Closed ajlee21 closed 3 years ago

ajlee21 commented 3 years ago

This PR updates the validation of the correlation modules generated in a few ways:

  1. Examines the coverage of co-operonic/regulonic genes across modules. We would expect that the probability that a pair of genes is in the same module given they are in the same regulon to be higher using the true module labels compared to the shuffled labels, which we see below. image

  2. We compared the composition of modules across the array and RNA-seq compendia. We would expect consistency, which we do see based on the distribution of p-values that indicate how well modules from the array compendium mapped to the RNA-seq compendium. Here the distribution of p-values is lower using the true module labels compared to the shuffled labels. image

  3. We looked for enrichment of modules in KEGG pathways. We would expect some modules to correlate with KEGG pathways. The result we got isn't what I would expect, maybe this isn't the best way to assess this though.

image

ajlee21 commented 3 years ago

Cool results! Sorry for the late review, I totally missed this notification yesterday.

A few comments:

  1. To what extent does clustering reflect the biology of PA gene expression? Does the assumption that each gene should live in one module hold? (This isn't a criticism, I legitimately have no idea what the structure of bacterial gene expression regulation looks like/how strong regulons are as compared to operons).

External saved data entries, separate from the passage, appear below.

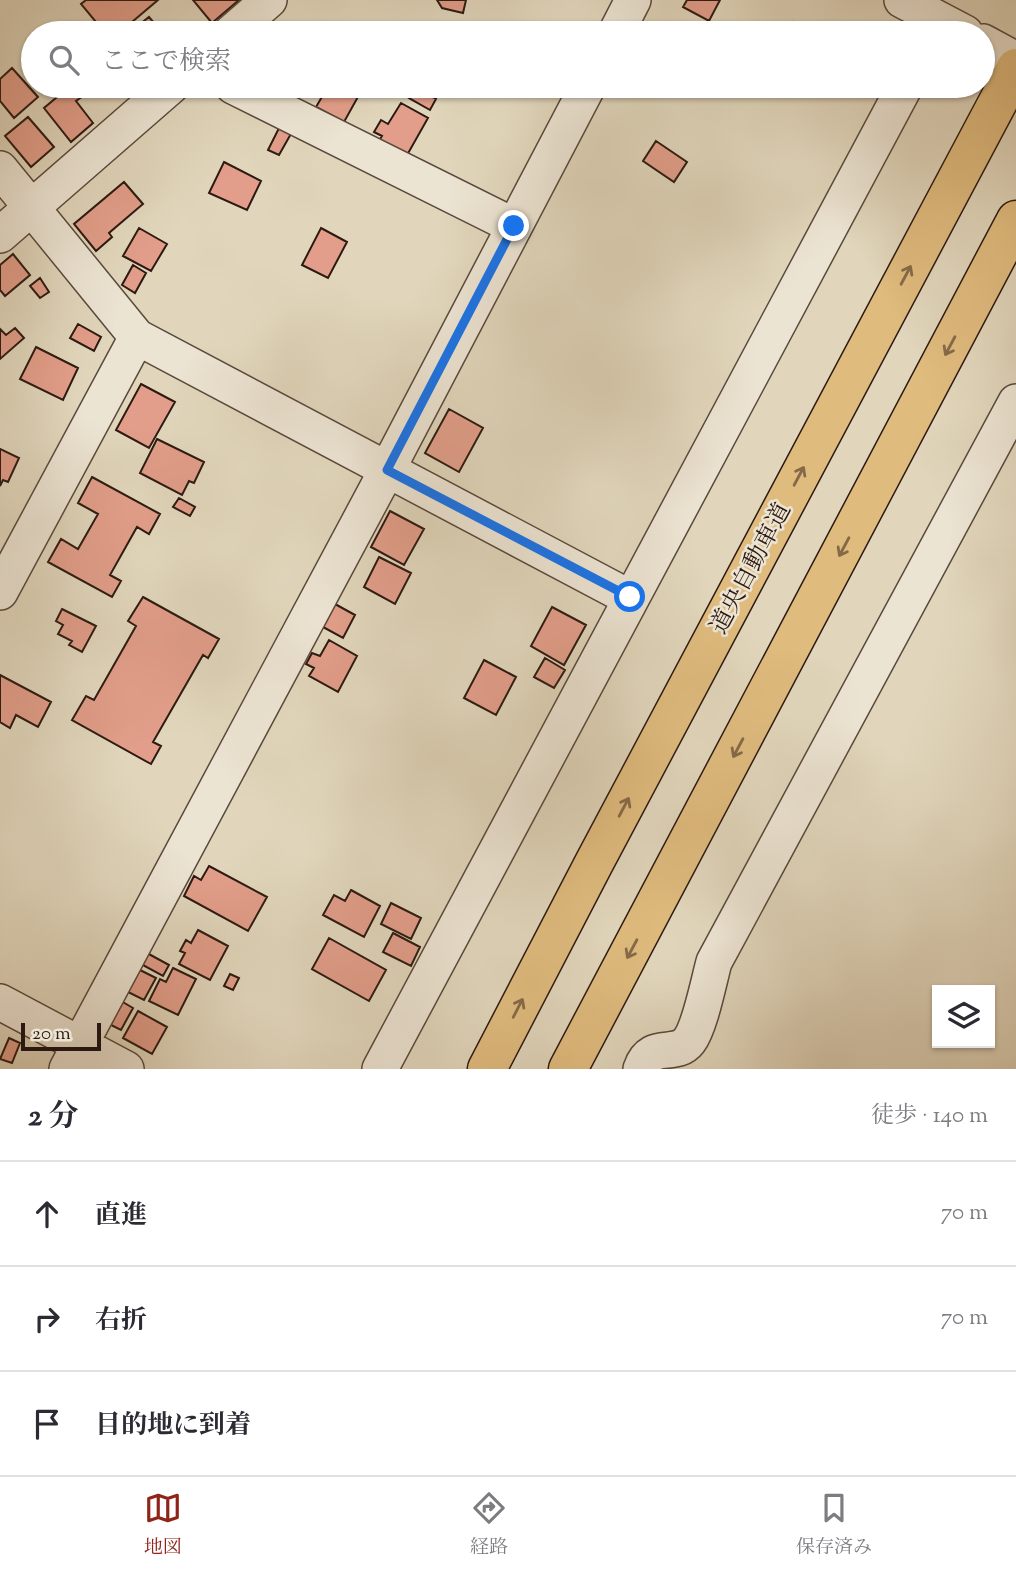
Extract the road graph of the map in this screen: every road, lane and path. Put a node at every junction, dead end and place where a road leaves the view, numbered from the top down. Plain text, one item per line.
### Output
1 (269, 0) edge
2 (633, 0) edge
3 (902, 0) edge
4 (245, 21) edge
5 (622, 21) edge
6 (945, 21) edge
7 (995, 49) edge
8 (1016, 60) edge
9 (1016, 68) edge
10 (157, 98) edge
11 (257, 98) edge
12 (582, 98) edge
13 (899, 98) edge
14 (0, 169) edge
15 (32, 207) junction
16 (1016, 220) edge
17 (514, 226) junction
18 (0, 235) edge
19 (136, 337) junction
20 (1016, 401) edge
21 (387, 470) junction
22 (0, 592) edge
23 (630, 597) junction
24 (0, 1002) edge
25 (74, 1057) edge
26 (125, 1069) edge
27 (380, 1069) edge
28 (487, 1069) edge
29 (568, 1069) edge
30 (641, 1069) edge

1 - 4 street
2 - 5 street
3 - 6 street
7 - 8 street
28 -> 9 highway, 道央自動車道
10 - 15 street
11 - 17 street
12 - 17 street
13 - 23 street
14 - 15 street
15 - 18 street
15 - 19 street
16 -> 29 highway
17 - 21 street
19 - 21 street
19 - 22 street
20 - 30 street
21 - 23 street
21 - 25 street
23 - 27 street
24 - 25 street
25 - 26 street

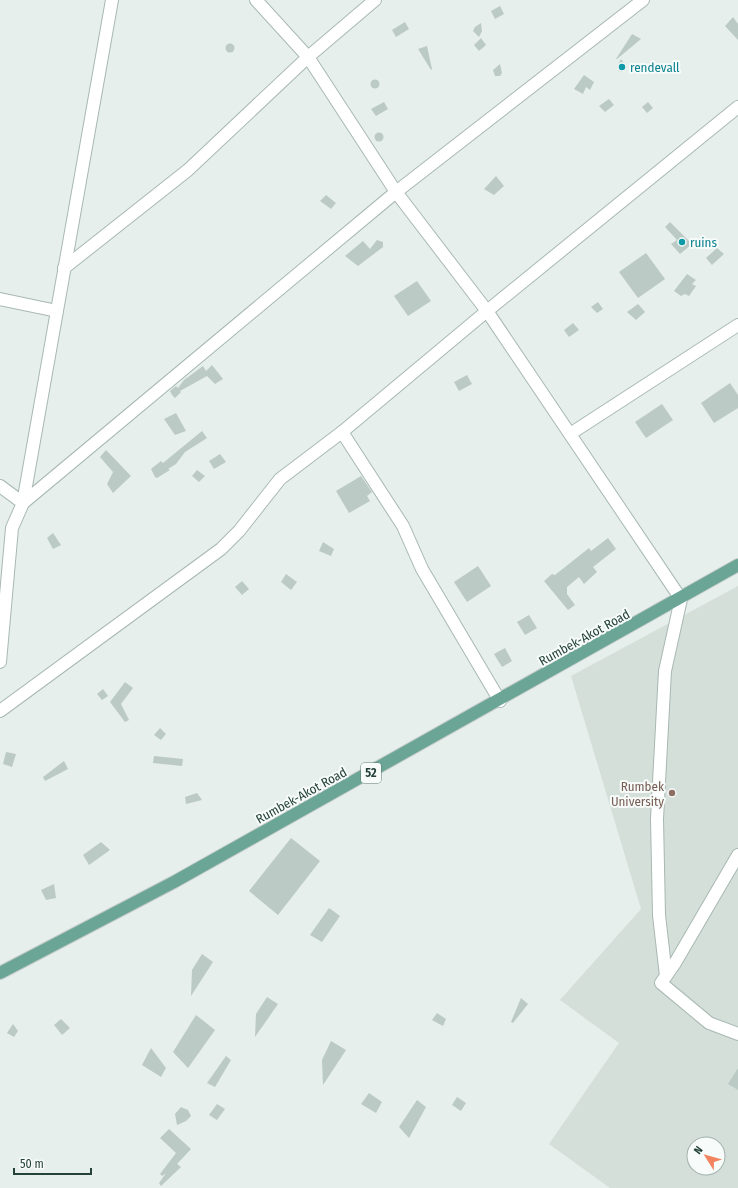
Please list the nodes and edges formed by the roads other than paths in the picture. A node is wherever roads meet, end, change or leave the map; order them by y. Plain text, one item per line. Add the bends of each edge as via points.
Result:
1 (112, 0) edge
2 (256, 0) edge
3 (375, 0) edge
4 (642, 0) edge
5 (308, 57) junction
6 (738, 107) edge
7 (396, 192) junction
8 (64, 268) junction
9 (0, 299) edge
10 (486, 310) junction
11 (57, 311) junction
12 (738, 325) edge
13 (342, 432) junction
14 (570, 434) junction
15 (0, 486) edge
16 (23, 503) junction
17 (738, 566) edge
18 (681, 599) junction
19 (0, 662) edge
20 (500, 701) junction
21 (0, 711) edge
22 (738, 854) edge
23 (0, 973) edge
24 (666, 976) junction
25 (738, 1034) edge

1 - 8 street
2 - 5 street
3 - 5 street
4 - 7 street
5 - 7 street
5 - 8 street via 188,170
6 - 10 street
7 - 10 street
7 - 16 street
8 - 11 street
9 - 11 street
10 - 13 street
10 - 14 street
11 - 16 street
12 - 14 street
13 - 20 street via 404,526 422,569
13 - 21 street via 280,479 221,550
14 - 18 street
15 - 16 street
16 - 19 street via 12,528
17 - 18 main road, Rumbek-Akot Road / 52
18 - 20 main road, Rumbek-Akot Road / 52
18 - 24 street via 665,671 657,819 659,916
20 - 23 main road, Rumbek-Akot Road / 52 via 181,878
22 - 24 street
24 - 25 street via 661,983 710,1023

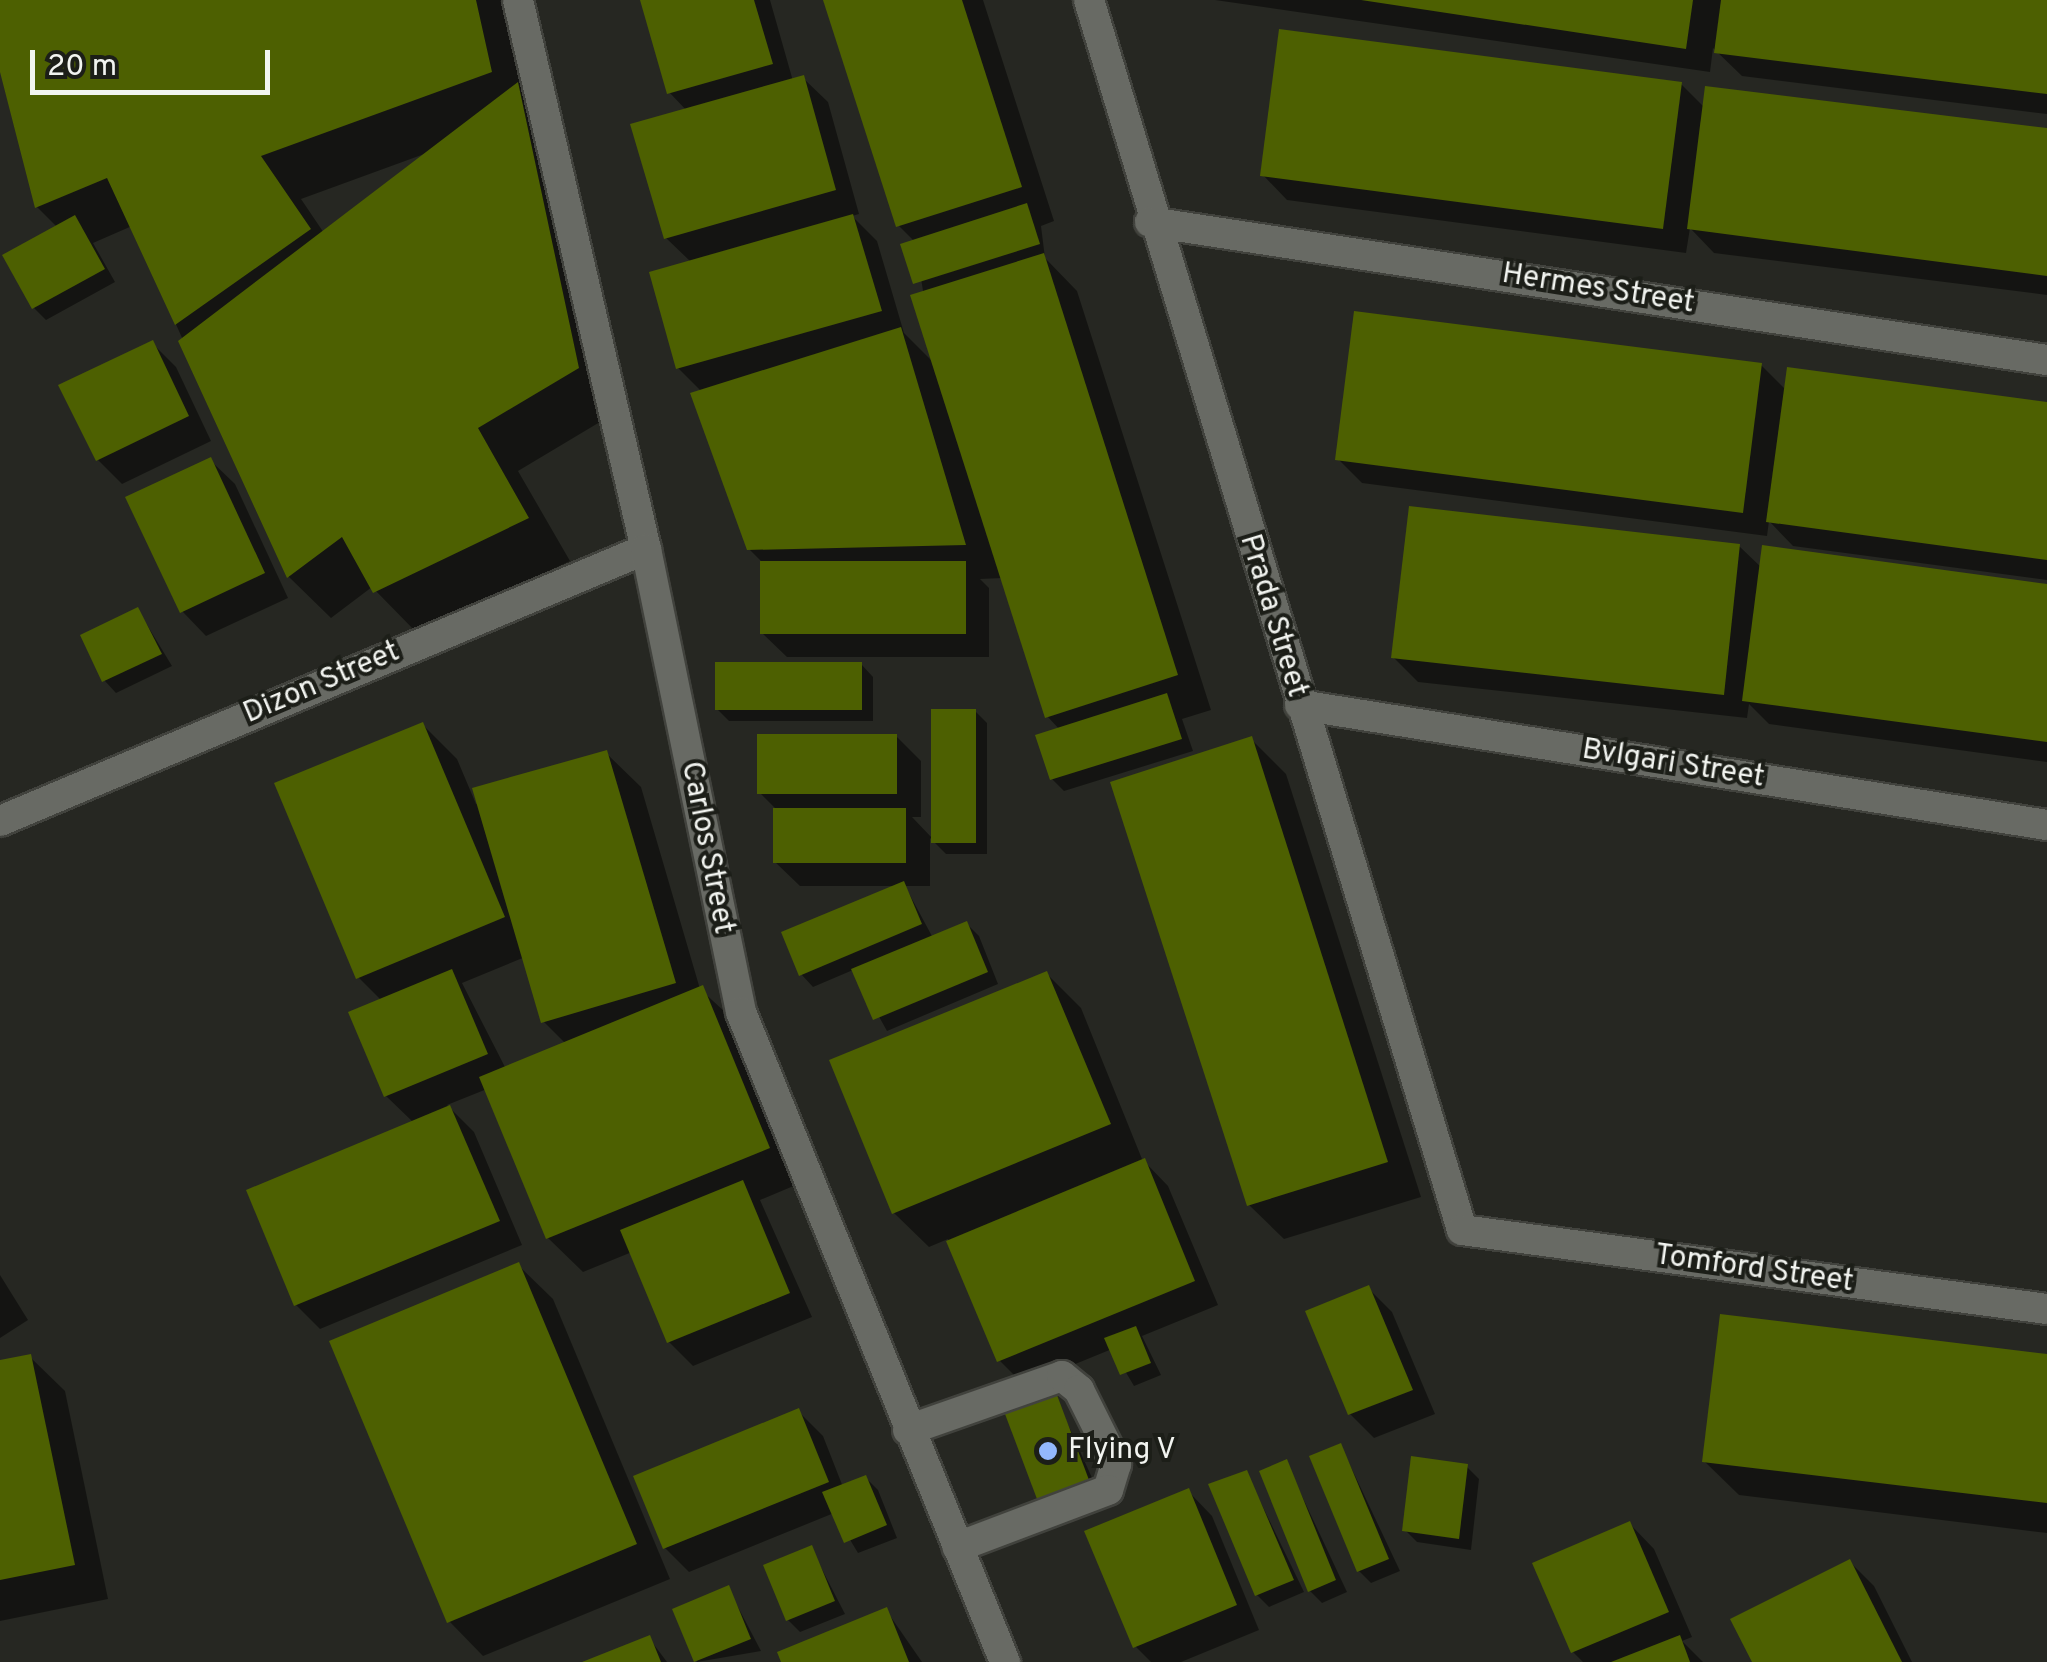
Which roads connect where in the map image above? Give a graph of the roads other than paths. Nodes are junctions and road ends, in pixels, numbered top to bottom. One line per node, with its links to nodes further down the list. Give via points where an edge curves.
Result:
1 (518, 0): 5 (street, Carlos Street)
2 (1088, 0): 3 (street, Prada Street)
3 (1150, 222): 4 (street, Hermes Street); 6 (street, Prada Street)
4 (2047, 360)
5 (646, 549): 7 (street, Dizon Street); 11 (street, Carlos Street, via 740,1012)
6 (1300, 704): 8 (street, Bvlgari Street); 9 (street, Prada Street)
7 (0, 821)
8 (2047, 824)
9 (1462, 1230): 10 (street, Tomford Street)
10 (2047, 1309)
11 (908, 1430): 12 (street, Carlos Street); 12 (street, via 1062,1376 1078,1390 1116,1464 1108,1490)
12 (957, 1547): 13 (street, Carlos Street)
13 (1004, 1662)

Very good question! There is this other method that weights a gene's contribution to different modules so that genes are not exclusively belonginging to a single cluster, which I think is a simplified assumption that people make for these types of analyses. https://arxiv.org/abs/2106.00657

We were considering using this method for our work, but it requires integer values as input right now, but looks like they are planning to extend this soon.

  1. If you're looking for another clustering method at some point, spectral clustering might be a good fit. It thinks about clustering as cutting up a similarity network, which at least aesthetically is similar to trying to partition a gene coexpression network

Thanks! I'll make a note of that